Toronto city council approved the allocation of funds to revitalize Northern’s sports field after a lengthy process that saw the community conflicted over shared use, finances and a four-storey inflatable dome.
The project, once known as the Field of Dreams, has been in the works since 2006.
Ward 22 councillor Josh Matlow, who advocated for the field in his former role as a Toronto District School Board trustee, has described the field in its current state as patchy, full of holes and unusable at times.
“If you’ve ever seen the field, you’d know it’s in very poor shape,” he said.
Matlow said he was pleased to see the project finally get off the ground.
“I cannot tell you how fulfilling it is to be able to see the end of this very long project,” he said. “There have been kids who have graduated since this project was proposed . . . it’s been way too many years.”

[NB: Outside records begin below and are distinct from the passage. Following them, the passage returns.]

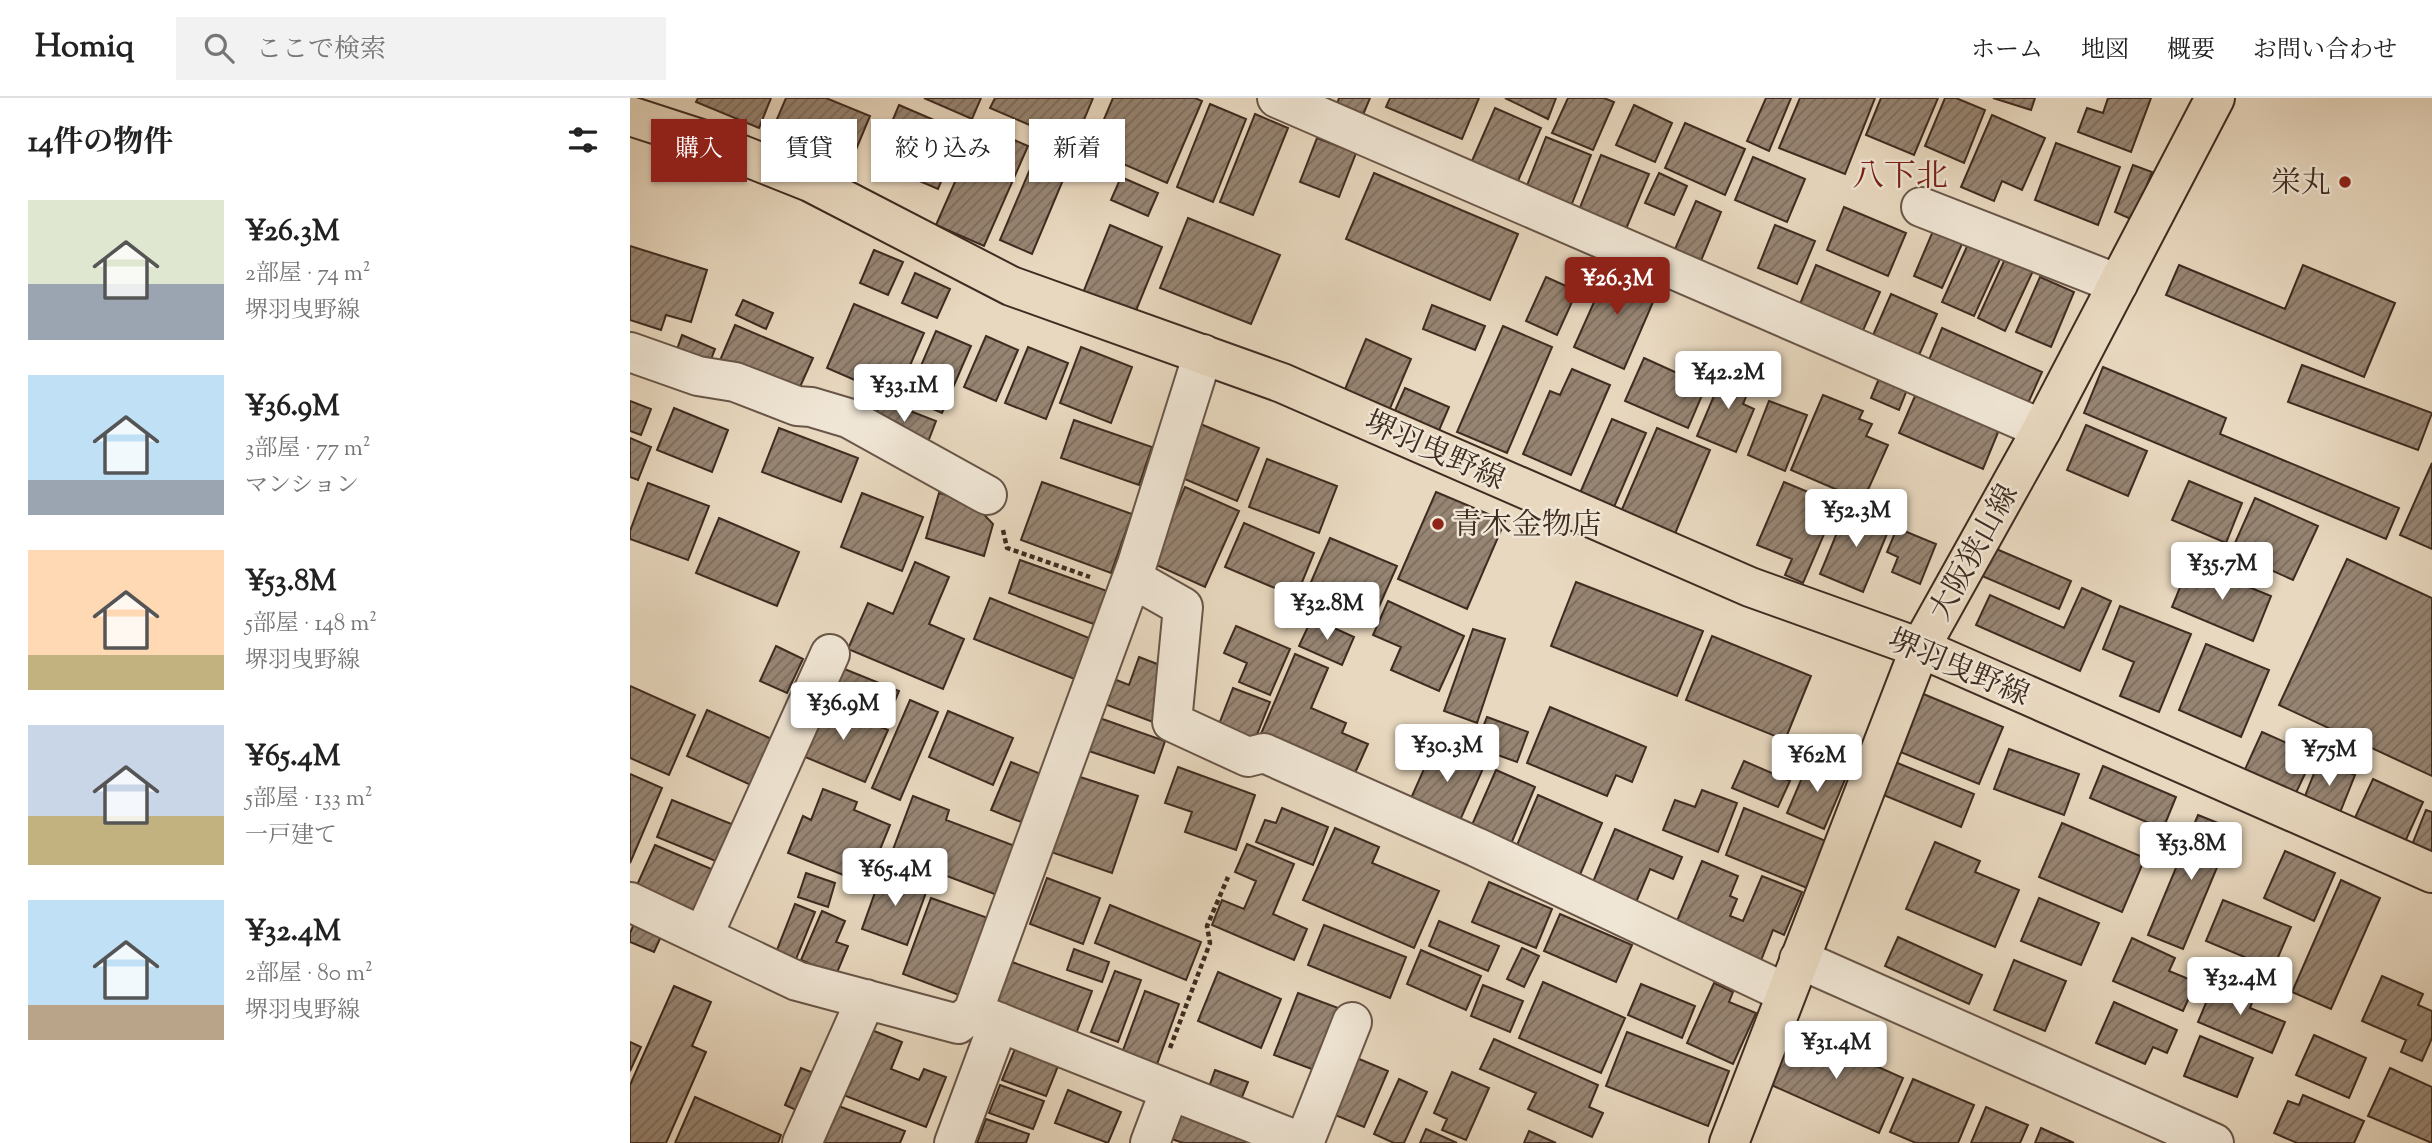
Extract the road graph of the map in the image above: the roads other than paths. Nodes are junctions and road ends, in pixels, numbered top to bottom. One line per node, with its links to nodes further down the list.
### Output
1 (1277, 98): 8 (street)
2 (2216, 98): 5 (main road, 大阪狭山線)
3 (630, 116): 7 (main road, 堺羽曳野線)
4 (1922, 207): 5 (street)
5 (2118, 284): 8 (main road, 大阪狭山線)
6 (630, 352): 9 (street)
7 (1203, 354): 10 (street); 11 (main road, 堺羽曳野線)
8 (2042, 429): 11 (main road, 大阪狭山線)
9 (987, 495)
10 (1129, 584): 16 (street); 18 (street)
11 (1920, 648): 13 (main road, 堺羽曳野線); 16 (main road, 大阪狭山線)
12 (830, 654): 15 (street)
13 (2432, 873)
14 (630, 902): 15 (street)
15 (703, 936): 17 (street)
16 (1792, 976): 25 (main road, 大阪狭山線); 26 (street)
17 (866, 999): 18 (street); 21 (street)
18 (986, 1017): 20 (street); 22 (street)
19 (1352, 1022): 24 (street)
20 (1163, 1088): 23 (street); 24 (street)
21 (802, 1143)
22 (954, 1143)
23 (1150, 1143)
24 (1304, 1143)
25 (1729, 1143)
26 (2214, 1143)

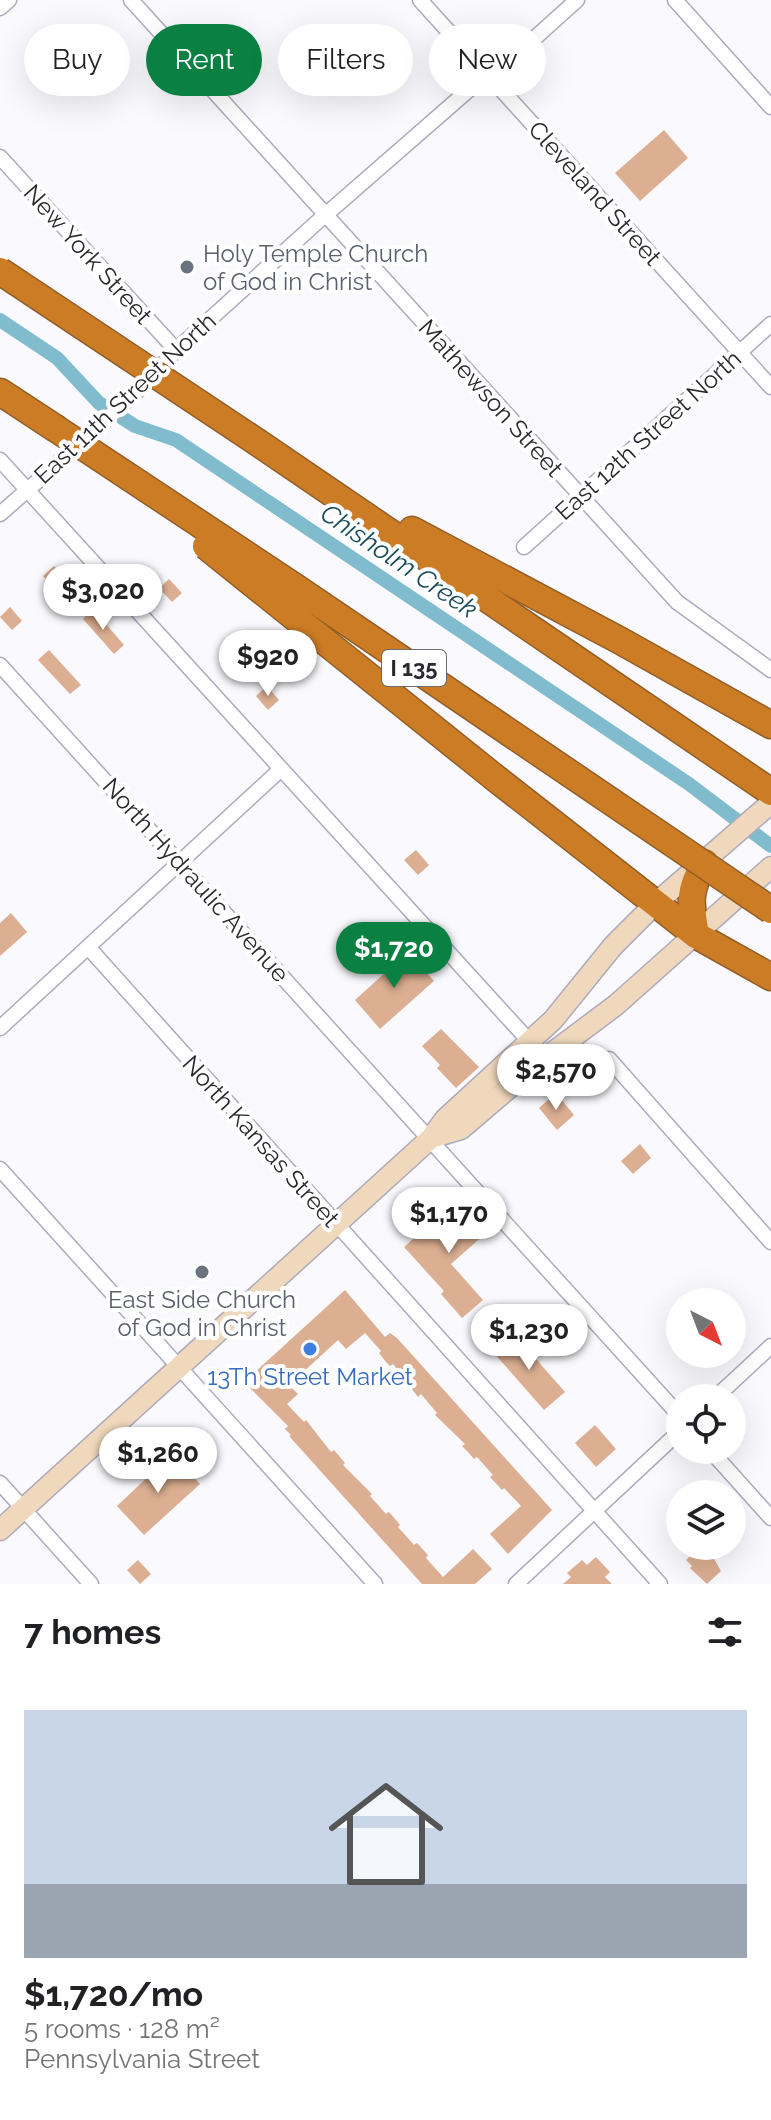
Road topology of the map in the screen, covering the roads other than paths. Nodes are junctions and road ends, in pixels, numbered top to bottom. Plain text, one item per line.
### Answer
1 (9, 0) edge
2 (131, 0) edge
3 (420, 0) edge
4 (577, 0) edge
5 (675, 0) edge
6 (0, 8) edge
7 (442, 24) edge
8 (546, 28) edge
9 (462, 96) edge
10 (507, 96) edge
11 (771, 107) edge
12 (0, 157) edge
13 (325, 214) junction
14 (0, 271) edge
15 (771, 324) edge
16 (176, 350) junction
17 (739, 352) junction
18 (771, 387) edge
19 (0, 392) edge
20 (55, 428) junction
21 (257, 442) junction
22 (0, 460) edge
23 (28, 489) junction
24 (580, 496) junction
25 (0, 514) edge
26 (524, 547) dead end
27 (0, 665) edge
28 (771, 670) edge
29 (771, 725) edge
30 (280, 770) junction
31 (771, 792) edge
32 (771, 803) edge
33 (180, 862) junction
34 (705, 862) junction
35 (771, 867) edge
36 (656, 903) junction
37 (771, 910) edge
38 (696, 935) junction
39 (88, 947) junction
40 (771, 977) edge
41 (0, 1028) edge
42 (530, 1042) junction
43 (609, 1059) dead end
44 (431, 1138) junction
45 (0, 1169) edge
46 (338, 1226) junction
47 (771, 1242) edge
48 (771, 1346) edge
49 (178, 1366) junction
50 (730, 1384) edge
51 (666, 1400) edge
52 (666, 1444) edge
53 (723, 1464) edge
54 (0, 1483) edge
55 (23, 1508) junction
56 (594, 1511) junction
57 (771, 1518) edge
58 (0, 1530) edge
59 (91, 1584) edge
60 (375, 1584) edge
61 (516, 1584) edge
62 (660, 1584) edge

1 - 6 street
2 - 13 street, Mathewson Street
3 - 7 street, Cleveland Street
4 - 8 street, East 11th Street North
5 - 11 street
9 - 13 street, East 11th Street North
10 - 17 street, Cleveland Street
12 - 16 street, New York Street
13 - 16 street, East 11th Street North
13 - 24 street, Mathewson Street
14 - 21 highway, bridge
15 - 17 street, East 12th Street North
16 - 23 street, East 11th Street North
17 - 18 street, Cleveland Street
17 - 24 street, East 12th Street North
19 - 20 highway, I 135
20 - 36 highway, bridge
20 - 37 highway, I 135, bridge
21 - 29 highway
21 - 31 highway
22 - 23 street
23 - 25 street, East 11th Street North
23 - 30 street
24 - 26 street, East 12th Street North
24 - 28 street, Mathewson Street
27 - 33 street, North Hydraulic Avenue
30 - 33 street
30 - 42 street
32 - 34 main road
33 - 39 street
33 - 44 street, North Hydraulic Avenue
34 - 36 main road
34 - 38 highway
35 - 38 main road
36 - 38 highway
36 - 42 main road
38 - 40 highway
38 - 44 main road
39 - 41 street
39 - 46 street, North Kansas Street
42 - 44 main road
43 - 47 street
44 - 46 main road
44 - 51 street, North Hydraulic Avenue
45 - 49 street
46 - 49 main road
46 - 56 street, North Kansas Street
48 - 50 street
49 - 55 main road
49 - 60 street
52 - 56 street
53 - 57 street
54 - 55 street
55 - 58 main road
55 - 59 street
56 - 61 street
56 - 62 street, North Kansas Street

The project faced financial challenges from the start. Further complications arose when residents opposed the construction of a large dome that would allow the field to be used during the winter months.
Residents claimed that the dome would be an eyesore and would create parking and traffic congestion issues by centralizing soccer into one place.
Ultimately, the school decided not to build the dome and was able to raise the necessary cash through fundraising and an agreement with a local developer.
While the Northern Secondary School Foundation raised over $1 million for the project and the school secured $260,000 from the city and school board, it wasn’t enough.
The project will receive $500,000 from a section 37 agreement with K & G Construction, which will see the developer give the city $1 million to build a 15-storey condo building at 299 Roehampton Ave. in an existing apartment complex.
Matlow said the community felt the development was a fair trade.
“It’s a development that’s supported by the local residents,” he said. “They think that it’s reasonable.”
Since city funds will be going toward the new field, residents felt they were entitled to its use. After much debate, a community use agreement was created, allowing the community to use the field for recreational purposes during evenings and weekends.
The new Clarke Pulford Field, named after a former Northern phys-ed teacher, will feature a 400-metre running track, as well as full football and soccer fields. The grass will be replaced with artificial turf and bike racks and fences will be installed.
Construction is scheduled to begin this summer, and could potentially be completed before the school opens in the fall.